Your reading list, frozen in one PDF
Feeds are great until you actually want to keep something. A post you meant to read scrolls off the top, a site quietly edits an article, or a blog goes dark and takes its archive with it. RSS to PDF is the calm way to hold on to a feed: paste the feed URL, and PDFBEAR fetches the latest articles and lays them out as one clean, selectable PDF you can read offline, print, or file away.
It helps to know what comes across well. The text, headings, author, date, and images that live in the feed itself convert beautifully. Anything that depends on the live website — comment threads, paywalled remainders, or scripts that load more content as you scroll — won't, because a feed is a published summary of each post, not the full interactive page.
A whole feed, captured in one quiet document.
Why people save feeds as PDF
The reasons are usually small and practical:
- Reading offline — load a week of posts onto a flight or a commute with no connection.

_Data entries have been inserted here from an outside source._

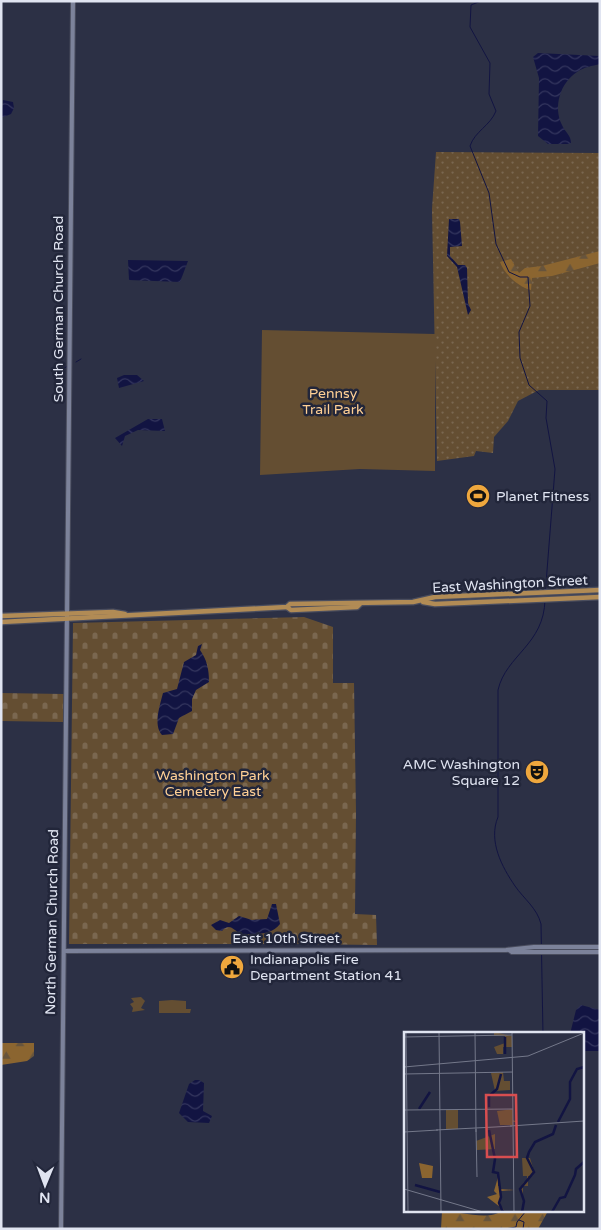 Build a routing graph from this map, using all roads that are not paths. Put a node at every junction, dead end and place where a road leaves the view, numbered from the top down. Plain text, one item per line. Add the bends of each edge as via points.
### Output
1 (72, 1) edge
2 (600, 590) edge
3 (600, 597) edge
4 (422, 601) junction
5 (1, 616) edge
6 (67, 616) junction
7 (1, 622) edge
8 (600, 946) edge
9 (509, 950) junction
10 (64, 951) junction
11 (600, 952) edge
12 (61, 1229) edge

1 - 6 main road, South German Church Road
2 - 4 main road, East Washington Street via 435,597
3 - 4 main road, East Washington Street via 435,604
4 - 6 main road, East Washington Street via 290,604 287,607 115,617
5 - 6 main road, East Washington Street
6 - 7 main road, East Washington Street
6 - 10 main road, North German Church Road
8 - 9 main road, East 10th Street
9 - 10 main road, East 10th Street
9 - 11 main road, East 10th Street
10 - 12 main road, North German Church Road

- Keeping a record — archive a publication's articles before the site rewrites or removes them.
- Sharing cleanly — hand someone the articles themselves instead of a feed link they'd have to subscribe to.
Because the output is just a normal PDF, the rest of the toolkit treats it like any other document. Trim a long, image-heavy capture with Compress PDF so it actually sends, pull out a single article with Split PDF, or lift the words back out into an editable copy with PDF to Word. When your source is a single web page rather than a feed, HTML to PDF is the better fit.
Free, with no catch
RSS to PDF is 100% free, with no account, no watermark, and no install. It runs in any browser on any device. If you want to combine several saved feeds into one document, Merge PDF makes it quick.
Is it safe?
Yes. Feeds are fetched over a secure HTTPS connection and the finished PDF is auto-deleted from our servers shortly after conversion, with no person ever reading it. To keep your PDF private, you can lock it with a password using Protect PDF.